You see, the Condor is revered by the Andean shamans as the sacred animal of the East cardinal direction, of the Air element, and of the Hanaqpacha (Upper World) where the Ascended Masters reside (see Condor Air/East/Upper World). I always address the Condor as such when I open the sacred space before shamanic ceremonies.
Pretty, wild, huh? 🙂 Looking at it from high up on the bridge, it was hard to believe that this creature has the largest wingspan of any bird – often 8-10 feet wide.
The Condor’s lifespan is similar to humans’. It averages around 70 years.

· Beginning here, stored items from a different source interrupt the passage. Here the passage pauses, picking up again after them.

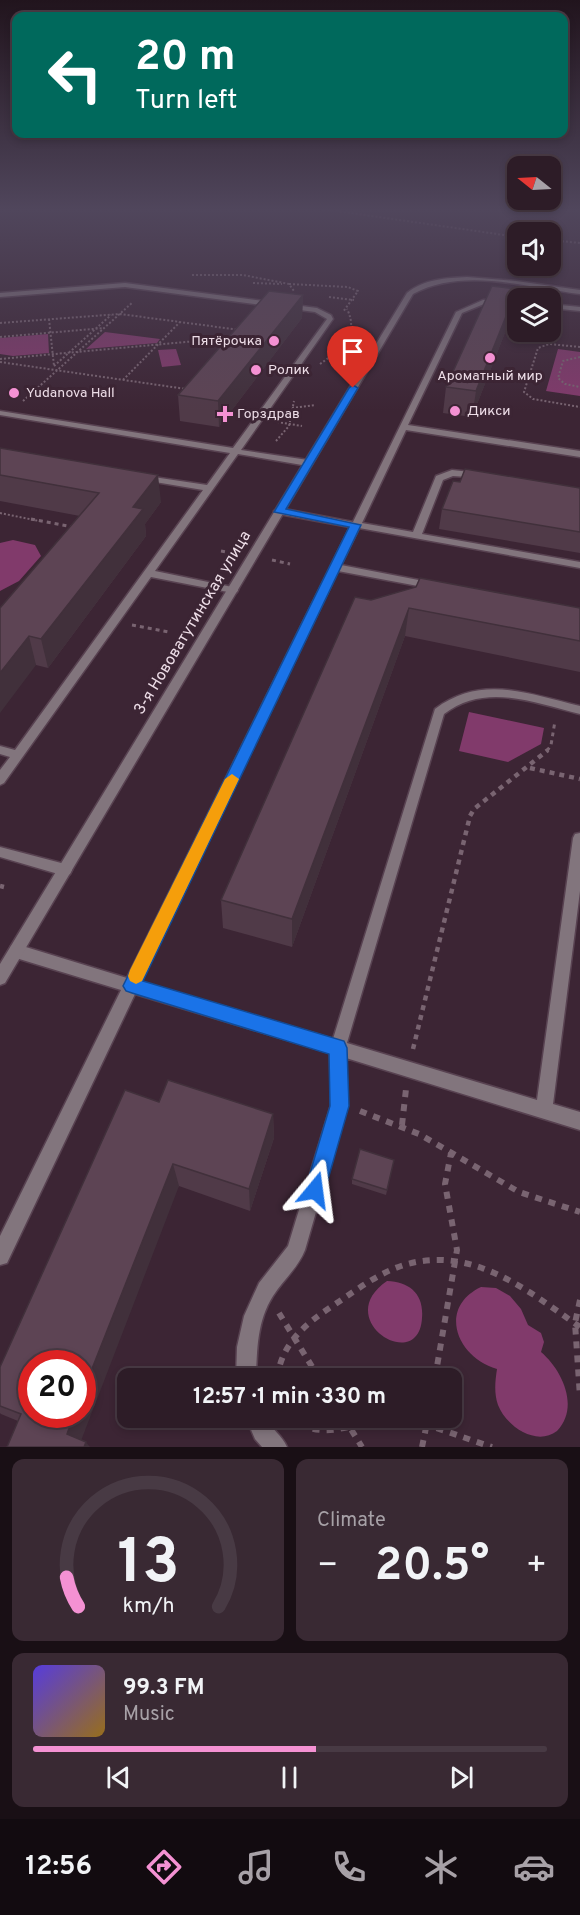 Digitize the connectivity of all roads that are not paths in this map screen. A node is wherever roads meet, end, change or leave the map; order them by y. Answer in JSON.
{"nodes":[{"id":1,"x":580,"y":292,"type":"edge"},
{"id":2,"x":0,"y":295,"type":"edge"},
{"id":3,"x":507,"y":302,"type":"edge"},
{"id":4,"x":561,"y":307,"type":"edge"},
{"id":5,"x":580,"y":309,"type":"edge"},
{"id":6,"x":4,"y":413,"type":"edge"},
{"id":7,"x":403,"y":427,"type":"junction"},
{"id":8,"x":235,"y":452,"type":"junction"},
{"id":9,"x":580,"y":454,"type":"edge"},
{"id":10,"x":308,"y":464,"type":"junction"},
{"id":11,"x":128,"y":474,"type":"edge"},
{"id":12,"x":487,"y":477,"type":"edge"},
{"id":13,"x":208,"y":488,"type":"junction"},
{"id":14,"x":279,"y":512,"type":"junction"},
{"id":15,"x":356,"y":525,"type":"junction"},
{"id":16,"x":416,"y":536,"type":"junction"},
{"id":17,"x":580,"y":565,"type":"edge"},
{"id":18,"x":335,"y":567,"type":"junction"},
{"id":19,"x":148,"y":573,"type":"junction"},
{"id":20,"x":440,"y":587,"type":"edge"},
{"id":21,"x":232,"y":590,"type":"junction"},
{"id":22,"x":580,"y":710,"type":"edge"},
{"id":23,"x":0,"y":750,"type":"edge"},
{"id":24,"x":18,"y":754,"type":"junction"},
{"id":25,"x":0,"y":780,"type":"edge"},
{"id":26,"x":580,"y":838,"type":"edge"},
{"id":27,"x":0,"y":852,"type":"edge"},
{"id":28,"x":65,"y":870,"type":"junction"},
{"id":29,"x":16,"y":951,"type":"junction"},
{"id":30,"x":0,"y":978,"type":"edge"},
{"id":31,"x":132,"y":986,"type":"junction"},
{"id":32,"x":338,"y":1048,"type":"junction"},
{"id":33,"x":544,"y":1110,"type":"junction"},
{"id":34,"x":580,"y":1121,"type":"edge"},
{"id":35,"x":0,"y":1256,"type":"edge"},
{"id":36,"x":246,"y":1368,"type":"edge"},
{"id":37,"x":260,"y":1428,"type":"edge"},
{"id":38,"x":276,"y":1447,"type":"edge"}],
"edges":[{"from":1,"to":10,"type":"street","name":"3-я Нововатутинская улица"},
{"from":2,"to":8,"type":"street"},
{"from":3,"to":7,"type":"street"},
{"from":4,"to":5,"type":"street"},
{"from":6,"to":8,"type":"street"},
{"from":7,"to":9,"type":"street"},
{"from":7,"to":15,"type":"street"},
{"from":8,"to":10,"type":"street"},
{"from":8,"to":13,"type":"street"},
{"from":10,"to":14,"type":"street","name":"3-я Нововатутинская улица"},
{"from":11,"to":13,"type":"street"},
{"from":12,"to":16,"type":"street"},
{"from":13,"to":19,"type":"street"},
{"from":14,"to":15,"type":"street"},
{"from":14,"to":21,"type":"street","name":"3-я Нововатутинская улица"},
{"from":15,"to":16,"type":"street"},
{"from":15,"to":18,"type":"street"},
{"from":16,"to":17,"type":"street"},
{"from":18,"to":20,"type":"street"},
{"from":18,"to":31,"type":"street"},
{"from":19,"to":21,"type":"street"},
{"from":19,"to":24,"type":"street"},
{"from":21,"to":28,"type":"street","name":"3-я Нововатутинская улица"},
{"from":22,"to":32,"type":"street"},
{"from":23,"to":24,"type":"street"},
{"from":24,"to":25,"type":"street"},
{"from":26,"to":33,"type":"street"},
{"from":27,"to":28,"type":"street"},
{"from":28,"to":29,"type":"street","name":"3-я Нововатутинская улица"},
{"from":29,"to":30,"type":"street","name":"3-я Нововатутинская улица"},
{"from":29,"to":31,"type":"street"},
{"from":31,"to":32,"type":"street"},
{"from":31,"to":35,"type":"street"},
{"from":32,"to":33,"type":"street"},
{"from":32,"to":36,"type":"street"},
{"from":33,"to":34,"type":"street"},
{"from":37,"to":38,"type":"street"}]}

Some birds have been known to live to be a 100.
Upon our return home, I also looked up the properties of the Condor as the Spirit totem:
Condor— Soaring above limitations, imminent changes, knowledge concerning the dead, a new vision through death and rebirth
Andean Condor— Condors motivate us to collectively reach out and share the knowledge we have stored within ourselves.
California Condor — Condor people are inspired to restore balance
Condor – teaches us how to soar above our limitations.
- This Totem is a semi-permanent totem; once it enters your life it will be with you always, through your numerous lifetimes.
- You may start to see auras and colors around people;
- Condor can help teach you how to accomplish this through patience and vision.
- Condors teach you how to soar without using much energy, how to ride the thermal winds instead of flapping.
- Go with the flow. Use your own energy powerfully and efficiently.
- Condor is associated with the sense of smell and aromatherapy is a good tool to use to connect with this Totem.
- The Condor promises us that no matter how difficult things are at the moment, rescue and change are imminent.